あと、今回あの狂わせる妖精も出ますよー!←唐突
『イェーイ!!みんな、盛り上がってるー?』
「「「イヤッホオオオォォォ!!」」」
「狂気を感じるぞ、この宴会」
なんだかんだでその辺を飛んでた天狗とかたまたま近くまで来ていた妖精とかも参加して、宴会は現在混沌の様相を呈していた。なにこれこわい。
「…まあ、幻想郷の宴会っていうのは大体こんなもんよ。あんたもこれからは幻想郷に住むんでしょ?だったら、慣れておいた方が後々楽よ」
…え、マジか。紫が音頭取ってイェーイとか言ってる宴会が普通なのか。…そろそろあいつは幻想郷の管理者としての立場を考えて動くべきだと思う。歓迎会のセッティングだけならまだしも、自ら表舞台に出て、あまつさえ能力使って声を拡散させ、まるで外の世界のアイドルのような振る舞いである。
「そんな固いこと言わなくていいんじゃない?ま、あんたは紫を古くから知ってるみたいだし、心配になるのも分かるけど」
「…分かってはいる、けどな。トップが出しゃばる組織ってのは、そのトップが密かに殺されて瓦解するってのが往々にしてある。そんなもの、これまで万と見てきた。…だからこそ俺はあいつに出しゃばるな、程々にして生きろと教えてきたんだが」
「…あんた、まるで紫を育ててたみたいな言い方ね、それ」
「それで正解だよ、博麗」
…博麗が驚いたのが分かった。微かに目が大きくなった。まあ、確かに幻想郷の賢者を育てた奴に会ったら、幻想郷に住まうものとしては何か思うところでもあるのだろう。
「…素直に驚いたわ。まさか本当にあんたが紫の育ての親だなんて。…というか、それだったらあのバカげた性格ってあんたの育て方の所為じゃない!もうちょっと、まともに育てられなかったの、アレ?」
「…どこで間違えたんだろうなぁ…」
「…悪かったわ。あんたも苦労、してたのね」
「いや。こちらもうまく育てられなかった責任はある。一応親として、済まなかったよ」
「気にしないで。幻想郷の頂点級の奴らにもなってきたら、こんなの慣れっこだから。あいつを怖がってるのは、あくまでもその辺の野良の妖怪とか里の人間よ」
慣れっこって、紫、お前そこまではっちゃけてたのか……。……しかし、何だ、あの紫にきっと何度も振り回されてきたであろうというのに、それを『気にするな』の一言で済ませられるとは。博麗、いい奴だな。境遇が似ていることもあり、この短時間でかなり打ち解けられたように思う。
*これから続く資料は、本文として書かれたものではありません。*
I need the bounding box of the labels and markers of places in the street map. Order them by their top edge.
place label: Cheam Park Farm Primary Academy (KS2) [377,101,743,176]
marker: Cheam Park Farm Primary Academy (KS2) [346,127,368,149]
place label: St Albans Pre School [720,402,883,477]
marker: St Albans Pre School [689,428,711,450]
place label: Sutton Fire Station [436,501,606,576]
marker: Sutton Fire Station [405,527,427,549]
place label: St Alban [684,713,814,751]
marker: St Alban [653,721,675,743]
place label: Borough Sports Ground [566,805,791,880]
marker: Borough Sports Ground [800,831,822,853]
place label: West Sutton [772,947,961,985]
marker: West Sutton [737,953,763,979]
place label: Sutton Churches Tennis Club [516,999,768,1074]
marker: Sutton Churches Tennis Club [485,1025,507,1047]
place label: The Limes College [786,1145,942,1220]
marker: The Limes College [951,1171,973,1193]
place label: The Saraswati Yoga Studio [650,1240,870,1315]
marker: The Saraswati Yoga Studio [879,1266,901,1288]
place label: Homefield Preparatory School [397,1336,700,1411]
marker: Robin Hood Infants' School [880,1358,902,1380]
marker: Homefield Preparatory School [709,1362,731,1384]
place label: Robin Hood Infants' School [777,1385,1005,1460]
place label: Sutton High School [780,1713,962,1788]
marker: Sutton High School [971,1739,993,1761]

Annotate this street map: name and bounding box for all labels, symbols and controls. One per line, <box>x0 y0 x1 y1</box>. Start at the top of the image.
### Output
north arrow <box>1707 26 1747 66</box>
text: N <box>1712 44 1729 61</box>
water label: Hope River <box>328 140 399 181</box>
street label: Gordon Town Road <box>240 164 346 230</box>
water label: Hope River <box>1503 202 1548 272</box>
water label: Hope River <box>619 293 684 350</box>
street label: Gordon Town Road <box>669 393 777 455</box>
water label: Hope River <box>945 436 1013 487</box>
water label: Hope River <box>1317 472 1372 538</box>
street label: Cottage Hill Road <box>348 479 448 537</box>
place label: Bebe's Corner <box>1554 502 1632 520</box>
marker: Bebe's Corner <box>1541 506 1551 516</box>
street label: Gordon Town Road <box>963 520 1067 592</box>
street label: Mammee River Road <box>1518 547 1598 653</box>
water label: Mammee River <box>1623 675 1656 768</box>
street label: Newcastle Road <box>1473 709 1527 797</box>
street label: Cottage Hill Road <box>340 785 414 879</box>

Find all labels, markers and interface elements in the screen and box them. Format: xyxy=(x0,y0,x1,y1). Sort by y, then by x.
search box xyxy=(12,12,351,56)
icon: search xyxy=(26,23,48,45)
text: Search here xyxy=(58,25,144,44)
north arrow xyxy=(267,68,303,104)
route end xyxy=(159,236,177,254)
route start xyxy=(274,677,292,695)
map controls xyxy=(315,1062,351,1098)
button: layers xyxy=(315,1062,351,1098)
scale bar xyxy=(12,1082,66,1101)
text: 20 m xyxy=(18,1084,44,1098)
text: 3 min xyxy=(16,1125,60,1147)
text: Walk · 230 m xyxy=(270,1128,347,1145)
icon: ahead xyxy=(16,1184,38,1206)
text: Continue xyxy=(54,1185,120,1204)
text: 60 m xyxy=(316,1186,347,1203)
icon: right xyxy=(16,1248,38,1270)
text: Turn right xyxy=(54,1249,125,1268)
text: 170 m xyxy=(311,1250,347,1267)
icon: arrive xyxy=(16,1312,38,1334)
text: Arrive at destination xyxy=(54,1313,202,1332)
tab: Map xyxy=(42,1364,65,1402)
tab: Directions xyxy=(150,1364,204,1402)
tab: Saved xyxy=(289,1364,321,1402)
「それは私も思うわ。ほんと、『紫に振り回されている』かつ『私と波長が合う』なんて奴、今まで殆どいなかったからね。そういう意味では、あんたは良き理解者だわ」
「…そうだな。まあ、こうやって愚痴り会える仲間が出来たことは、中々悪くない。藍以来、2人目だ」
「あら?あんた、藍も知ってるの?…って、紫の育ての親なんだったら、当然よね。…あんたが紫育ててた期間は知らないけど、藍が紫の式神になったのが確か大体1000年前。幻想郷成立と殆ど同時期よね。…つまり、あんたが、紫が幻想郷へ移る直前まであいつを幻想郷の管理者として仕上げてたのなら、必然的に藍も育ててることになるわね。狙いはあのバカの補助ができて戦闘もできる超高性能式神の育成、かしら?」
…素晴らしい洞察力だ。寸分の狂い無く正解である。藍が紫の式神となったと聞き、実際に藍と話した時、あいつは紫を自分が死ぬまでそばで支えたいと言っていた。だから、俺はその心意気に応えようと思い、僅か17〜8年の付き合いだったが、修行も付けたし、作法も教えた。
「なるほどね。藍のあの礼儀正しさと強さはあんたの教育の賜物、か。それなら納得だわ。あんたからはとんでもない強者の気配を感じるもの。それこそ、これまでに会ったことがないくらいの。…まあ、それはもういいわ。とにかく、あんたも紫に振り回されてるのよね?それなら、同じあいつの被害者どうし、『紫にやり返す会』の一員として宜しくね」
「…『紫にやり返す会』?なんだ、それ」
「そのまんまよ。有事の時に紫に振り回された分だけ後で何かしらの形でやり返すのよ。罠とか実力行使とか。どう?中々良いと思わない?」
…なるほど。これから幻想郷に住む以上、何かしらの異変だの反乱だのが起こり、俺がそれに巻き込まれることもあるだろう。というより、多分強制的に巻き込まれるような気がする。そんな時、その巻き込んでくれた原因に拳骨の一つでも落としたくなるものだ。そう考えると、この会、中々俺が入るには適している。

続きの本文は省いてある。